Wow! They sure did cut him right down to the skin! It'll grow out quickly though, just you wait and see and for now he will be quick to bathe and dry!

Imamurph, your hair looks great! It does take years off you. I'm in the same boat as you. I'd be afraid now to let it really grow out and see how much grey there really is! Coloring it makes you look younger, even 80 year olds have brown or red heair these days!


----------



## Me&2Girls (May 11, 2007)

Ivy, I don't mean to laugh at Gryff, but oh my, he really did get shaved rather close to the skin. He doesn't look too happy about it either.


----------



## ivyagogo (Sep 11, 2007)

Nah, he's doing just fine with it. He does look ridiculous though. It would have been awful for him if she tried to brush it out. He was really, really matted. Nobody said blowing coat was easy.


----------



## suzyfrtz (Nov 12, 2007)

Ahhh, Diane, now I can put a face with your name! You look lovely in your new do. I am reminded of the time I was visiting my daughter in San Diego, and everyone knows Californians are wild and crazy,  so I (thought) I would be wild and crazy too, and dyed my hair bright red. It was so red, it glowed. When I got back home, my hairdresser attempted to dye it back to brown and it wouldn't take. I actually had to let it all grow out. Oh such wild and crazy days, such fun!

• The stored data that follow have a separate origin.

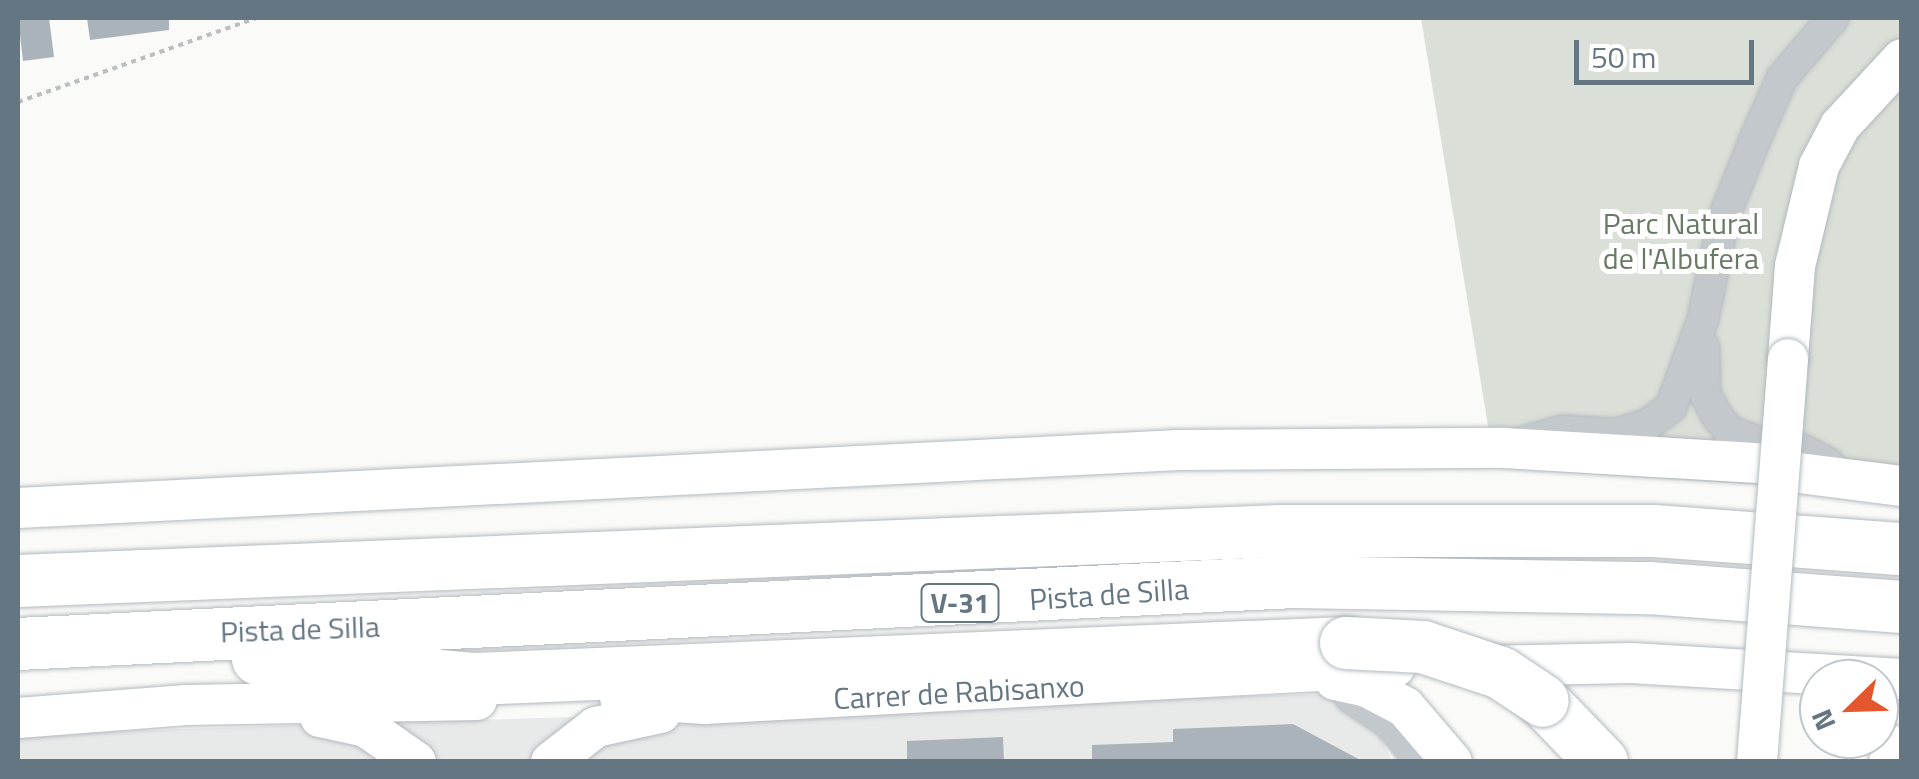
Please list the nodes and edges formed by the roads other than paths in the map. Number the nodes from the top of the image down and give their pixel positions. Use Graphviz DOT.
graph roads {
  1 [pos="1833,18"];
  2 [pos="1902,59"];
  3 [pos="1703,319"];
  4 [pos="1504,448"];
  5 [pos="1760,453"];
  6 [pos="1902,470"];
  7 [pos="1902,486"];
  8 [pos="18,508"];
  9 [pos="1902,549"];
  10 [pos="18,581"];
  11 [pos="1902,607"];
  12 [pos="18,644"];
  13 [pos="18,656"];
  14 [pos="1326,659"];
  15 [pos="1902,679"];
  16 [pos="704,704"];
  17 [pos="161,712"];
  18 [pos="18,718"];
  19 [pos="1902,746"];
  20 [pos="416,762"];
  21 [pos="551,762"];
  22 [pos="1420,762"];
  23 [pos="1452,762"];
  24 [pos="1602,762"];
  25 [pos="1757,762"];
  26 [pos="1889,762"];
  1 -- 3 [label="street"];
  2 -- 25 [label="street, bridge"];
  3 -- 4 [label="street"];
  3 -- 5 [label="street"];
  4 -- 5 [label="street"];
  4 -- 8 [label="street"];
  6 -- 7 [label="street"];
  9 -- 10 [label="highway, Pista de Silla / V-31"];
  11 -- 12 [label="highway, Pista de Silla / V-31"];
  13 -- 14 [label="highway"];
  14 -- 15 [label="street, Carrer de Rabisanxo"];
  14 -- 16 [label="street, Carrer de Rabisanxo"];
  14 -- 22 [label="street"];
  14 -- 23 [label="street"];
  14 -- 24 [label="highway, bridge"];
  16 -- 17 [label="street, Carrer de Rabisanxo"];
  16 -- 21 [label="street"];
  17 -- 18 [label="street, Carrer de Rabisanxo"];
  17 -- 20 [label="street"];
  19 -- 26 [label="street"];
}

Ivy, Cazzie looked like Gryff this winter when he was shaved in FL, only his head was poufier. More poodle like. Everyone laughed at him. He was humiliated. Let me see if I can find a photo. Anyway, take heart, it's grown back nicely now.

Suzy


----------



## marjrc (Jan 13, 2007)

Now that IS short! Poor wittle Gryff.  I think it's cute, though quite naked. You'd never think these guys were so skinny under all that hair, would you? lol I'll bet he is silky soft now! I dont' see any bowlegs so not sure what you might be worried about, Ivy. I see a little 'easty - westy' as Lisa said, but not much. 

Oh, Diane! You look GREAT !!! I love the new color and cut! I really do. It makes you look younger, more hip. Tell hubby it's the new sexy you so he'd better watch out!!


----------



## maryam187 (Jul 18, 2007)

Ivy, Gryff looks really naked, but he's going to appreciate it in the Summer.

Diane, as others said: your new hair do looks fabulous. It honestly makes you look 20 years younger!


----------



## CinnCinn (Mar 30, 2007)

Diane - I think you look GREAT! What a change that must feel like. Love it!

Oh Gryff - I could just scoop you up and cuddle with you. What a doll. I love the bobbed ears too. I wish I had the guts to go that short - he's going to love summer in NY!


----------



## irnfit (Nov 21, 2006)

I love the red on you. My DH would love it even more. For years I've been coloring my hair in the red family because he loves redheads. Now, I am back almost to my natural shade of brown. I never felt like a redhead.


----------



## suzyfrtz (Nov 12, 2007)

Ivy, Here is Cazzie shortly after his Florida shave. His hair was shaved down like Gryff's. I wouldn't allow any pictures at the time! Here his hair has grown out somewhat, but you can see his big head! Suzy


----------



## ivyagogo (Sep 11, 2007)

Suzy, how long after the haircut was the picture taken? Gryff's is so short you can see his skin. I keep joking that he's joining the Marines! I know why he's cut so short and I expected it. He was so incredibly matted that everytime I tried to brush him he would snarl at me and try to bite me. Glad that's over!


----------



## suzyfrtz (Nov 12, 2007)

I am thinking 3 weeks or so after his shave. It did take quite a bit longer for his big head to fit with the rest of the body!

Suzy


----------



## Janet Zee (Mar 16, 2007)

Awwww he looks so cute and what a pleasure it will be to bathe and brush him.


----------



## gelbergirl (Jun 9, 2007)

Diane - you look HOT (I am so happy to see your face! I usually link you with your avatar!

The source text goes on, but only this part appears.